Growing up, I viewed the TGMAs as the pinnacle of Ghana’s music industry; a cultural space associated with excellence, prestige, aspiration, and national relevance. As a young creative, I always imagined music would be my pathway into that room. Ironically, journalism brought me there first.

But while many people focused on the performances and glamour, I found myself paying attention to the structures surrounding them: media power, branding, audience behaviour, cultural capital, visibility, access, and the subtle inequalities that shape participation within creative spaces.

One thing that particularly stood out to me was accessibility. For many ordinary young Ghanaians who passionately follow music and popular culture, attending an event like the TGMAs remains financially out of reach due to high ticket prices. Yet these same audiences remain the backbone of the industry’s cultural relevance and virality. That contradiction reflects something larger about entertainment itself: creative industries often unite people culturally while simultaneously reproducing exclusion and hierarchy.

As someone whose interests intersect music, media, digital culture, and sociology, the experience reminded me that music is never just music. Music is sociology.

 

Growing Concentration of Media Power In A Single Media Entity

To begin with, one of my biggest reflections from the TGMA 2026 experience was the growing concentration of media power surrounding the awards scheme, particularly the overwhelming dominance of one media institution within the event ecosystem.

There is no denying the operational strength and influence of TV3 and the broader Media General brand within Ghana’s media landscape. Their investment, consistency, and production quality have positioned them among the country’s leading media institutions. However, the issue is not their success itself, but the increasing centralisation of visibility, hosting opportunities, and cultural influence around a single media entity within an industry that thrives on plurality and competition.

From red carpet coverage to live-streaming rights and the overwhelming visibility of TV3-affiliated personalities throughout the night, one question kept returning to me: what happens to the broader media ecosystem when one institution becomes the near-exclusive gatekeeper of cultural visibility at a national entertainment event?

Modern audiences increasingly disengage when cultural platforms begin to feel repetitive, overly centralised, and limited in representation. Younger audiences desire freshness, multiplicity, competition and broader participation. This is partly why new media spaces in Ghana continue to grow rapidly. Young creatives are redefining storytelling, audience engagement, digital promotion, and entertainment commentary, yet many of these platforms remain structurally excluded from premium industry opportunities.

This extends beyond entertainment into the broader structure of Ghanaian media itself. Younger professionals often struggle to access high-visibility opportunities due to entrenched institutional hierarchies and the monopolisation of space by already established figures. This is not an attack on experienced media personalities. Many have contributed immensely to Ghanaian broadcasting. But an important sociological question remains: how does an industry renew itself if pathways for younger talent remain limited?
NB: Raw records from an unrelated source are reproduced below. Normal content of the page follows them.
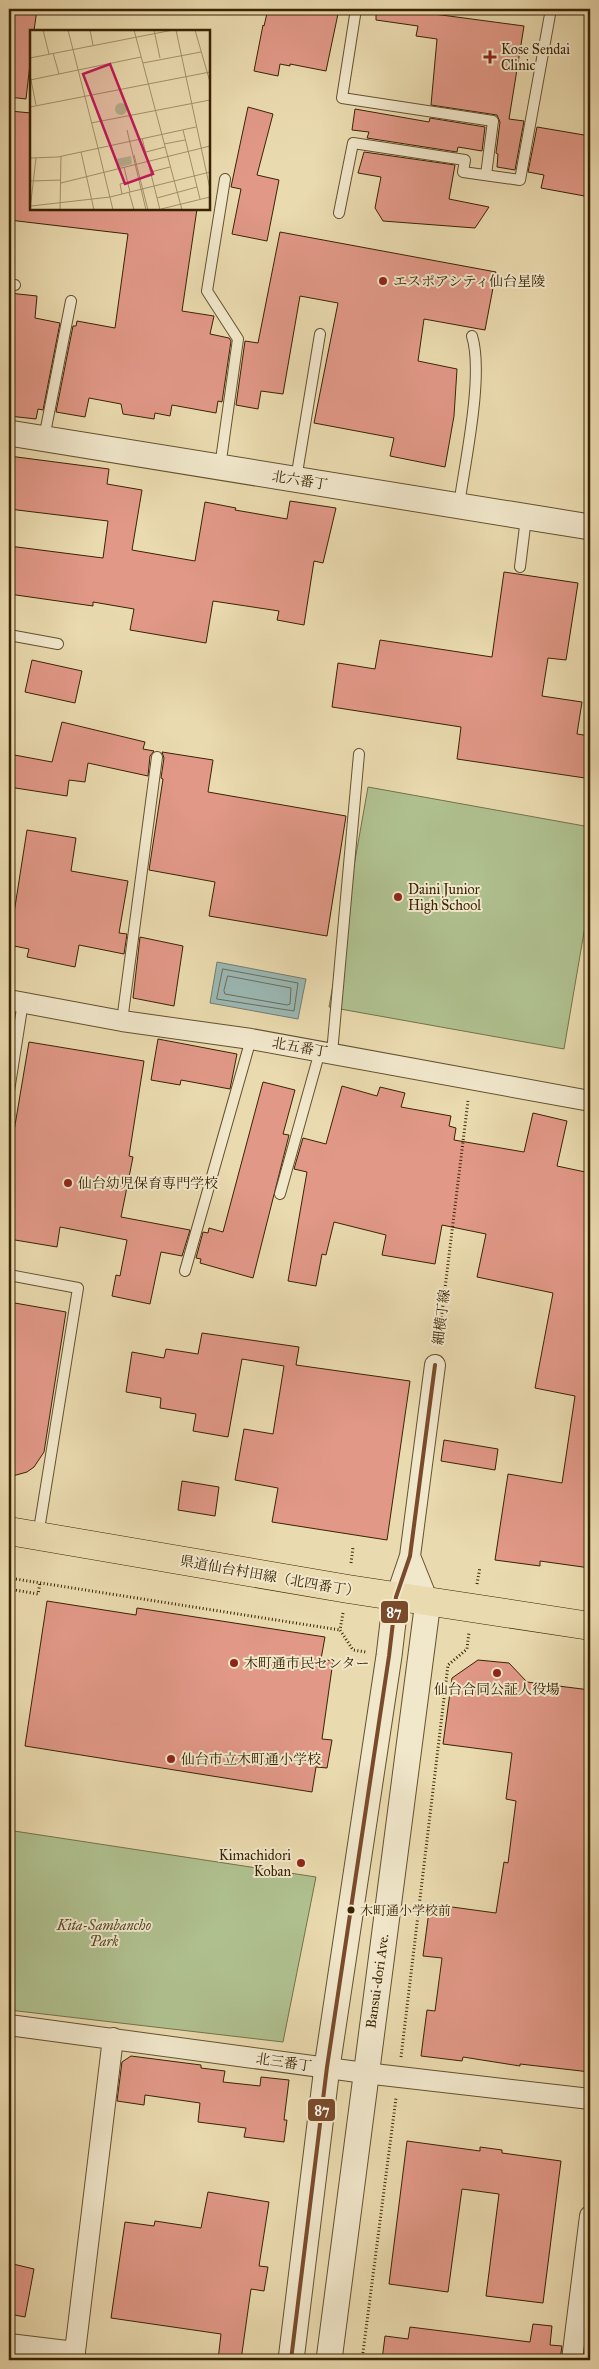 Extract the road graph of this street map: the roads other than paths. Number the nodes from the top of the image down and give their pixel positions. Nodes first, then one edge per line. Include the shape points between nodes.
1 (356, 9) edge
2 (551, 9) edge
3 (486, 175) junction
4 (224, 180) dead end
5 (339, 214) dead end
6 (71, 301) dead end
7 (320, 334) dead end
8 (472, 336) dead end
9 (9, 433) edge
10 (44, 439) junction
11 (220, 467) junction
12 (295, 479) junction
13 (459, 506) junction
14 (526, 517) junction
15 (590, 527) edge
16 (520, 567) dead end
17 (9, 635) edge
18 (58, 644) dead end
19 (359, 754) dead end
20 (157, 758) dead end
21 (16, 1001) edge
22 (122, 1020) junction
23 (251, 1039) junction
24 (326, 1052) junction
25 (9, 1092) edge
26 (590, 1101) edge
27 (280, 1194) dead end
28 (185, 1271) dead end
29 (9, 1275) edge
30 (435, 1364) road end
31 (9, 1531) edge
32 (38, 1536) junction
33 (410, 1556) junction
34 (396, 1597) junction
35 (428, 1602) junction
36 (590, 1626) edge
37 (9, 2024) edge
38 (113, 2038) junction
39 (328, 2067) junction
40 (365, 2073) junction
41 (590, 2099) edge
42 (590, 2216) edge
43 (583, 2327) edge
44 (9, 2344) edge
45 (74, 2356) edge
46 (291, 2360) edge
47 (329, 2360) edge
48 (572, 2360) edge

1 - 3 lane via 342,98 493,121
2 - 3 lane via 520,180
3 - 5 lane via 464,172 465,160 353,143
4 - 11 lane via 207,291 238,339
6 - 10 lane
7 - 12 lane
8 - 13 lane via 477,351 476,370
9 - 10 street, 北六番丁
10 - 11 street, 北六番丁
11 - 12 street, 北六番丁
12 - 13 street, 北六番丁
13 - 14 street, 北六番丁
14 - 15 street, 北六番丁
14 - 16 lane
17 - 18 lane
19 - 24 lane
20 - 22 lane
21 - 22 street, 北五番丁
21 - 25 lane
22 - 23 street, 北五番丁
23 - 24 street, 北五番丁
23 - 28 lane
24 - 26 street, 北五番丁
24 - 27 lane
29 - 32 lane via 78,1288
30 - 33 street, 細横丁線
31 - 32 main road, 県道仙台村田線（北四番丁）
32 - 34 main road, 県道仙台村田線（北四番丁）
33 - 34 street, 細横丁線
33 - 35 street
34 - 35 main road, 県道仙台村田線（北四番丁）
34 - 39 street
35 - 36 main road, 県道仙台村田線（北四番丁）
35 - 40 street, Bansui-dori Ave.
37 - 38 street, 北三番丁
38 - 39 street, 北三番丁
38 - 45 street
39 - 40 street, 北三番丁
39 - 46 street
40 - 41 street, 北三番丁
40 - 47 street, Bansui-dori Ave.
42 - 43 street
43 - 48 street
44 - 45 street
Media ecosystems thrive through circulation, mentorship, experimentation, inclusion, and intergenerational transition. Without this, industries risk stagnation, audience fatigue, and creative decline.
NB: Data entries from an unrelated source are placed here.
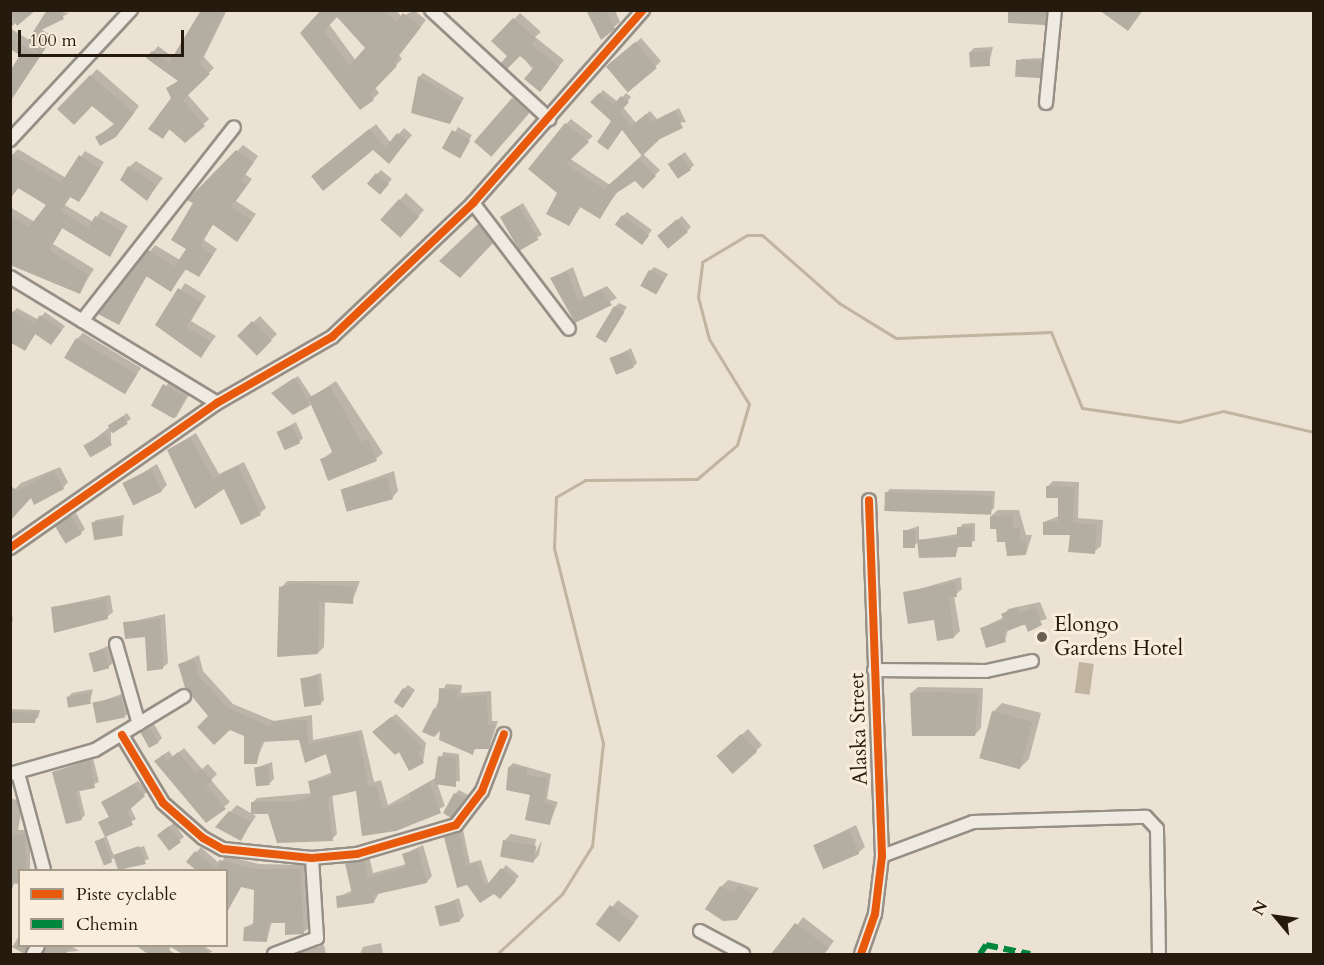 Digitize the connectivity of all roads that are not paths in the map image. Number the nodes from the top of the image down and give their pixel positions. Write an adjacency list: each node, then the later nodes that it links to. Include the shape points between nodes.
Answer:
1 (131, 10): 8 (street)
2 (431, 10): 6 (street)
3 (643, 10): 6 (street)
4 (1055, 10): 5 (street)
5 (1046, 103)
6 (549, 119): 9 (street)
7 (234, 127): 11 (street)
8 (10, 141)
9 (473, 203): 12 (street); 13 (street, via 333,337)
10 (10, 277): 11 (street)
11 (82, 321): 13 (street)
12 (569, 329)
13 (217, 403): 15 (street)
14 (869, 500): 18 (street, Alaska Street)
15 (10, 548)
16 (116, 644): 20 (street)
17 (1032, 662): 18 (street, via 986,671)
18 (874, 670): 24 (street, Alaska Street)
19 (184, 696): 20 (street)
20 (139, 724): 22 (street)
21 (504, 734): 25 (street, via 482,791 456,825 357,854)
22 (122, 735): 23 (street, via 64,762); 25 (street, via 164,803 203,838 223,849)
23 (14, 773): 26 (street)
24 (882, 856): 30 (street, Alaska Street, via 875,914); 31 (street, via 940,832 995,819 1146,817 1157,829)
25 (312, 858): 28 (street, via 317,938)
26 (44, 869)
27 (700, 931): 29 (street)
28 (274, 954)
29 (743, 954)
30 (861, 954)
31 (1159, 954)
Ultimately, Ghana’s music and media industries belong to all of us. Expanding access and diversifying participation would not weaken established institutions; it would strengthen the entertainment ecosystem and make it more dynamic and globally competitive.

 

The Problem With Predictable Spectacle

Furthermore, the TGMA red carpet this year largely felt predictable and aesthetically repetitive. The contrast became even more noticeable because the Africa Magic Viewers’ Choice Awards (AVMCs) happened the same night, and social media was already flooded with bold and experimental fashion moments from that side.

Beyond a few standout appearances, much of the TGMA red carpet felt trapped between excessive glamour performance and questionable styling choices. More importantly, it lacked surprise, thematic coherence, and memorable fashion storytelling; qualities that increasingly define modern award-show culture globally.

Some of the interviewing choices also leaned too heavily into sensationalism. For instance, Regina Van Helvert asking Fella Makafui what her ex, Medikal, would think upon seeing her felt unnecessary for a red-carpet setting that should ideally prioritise meaningful engagement over viral discomfort.

 

 

When Technical Ambition Disrupts Performance

One of the most technically interesting moments of the night came during Medikal’s performance. While television viewers may not have fully noticed it, there were moments inside the Grand Arena where noticeable synchronisation inconsistencies emerged between the live band, programmed stems, and vocal playback.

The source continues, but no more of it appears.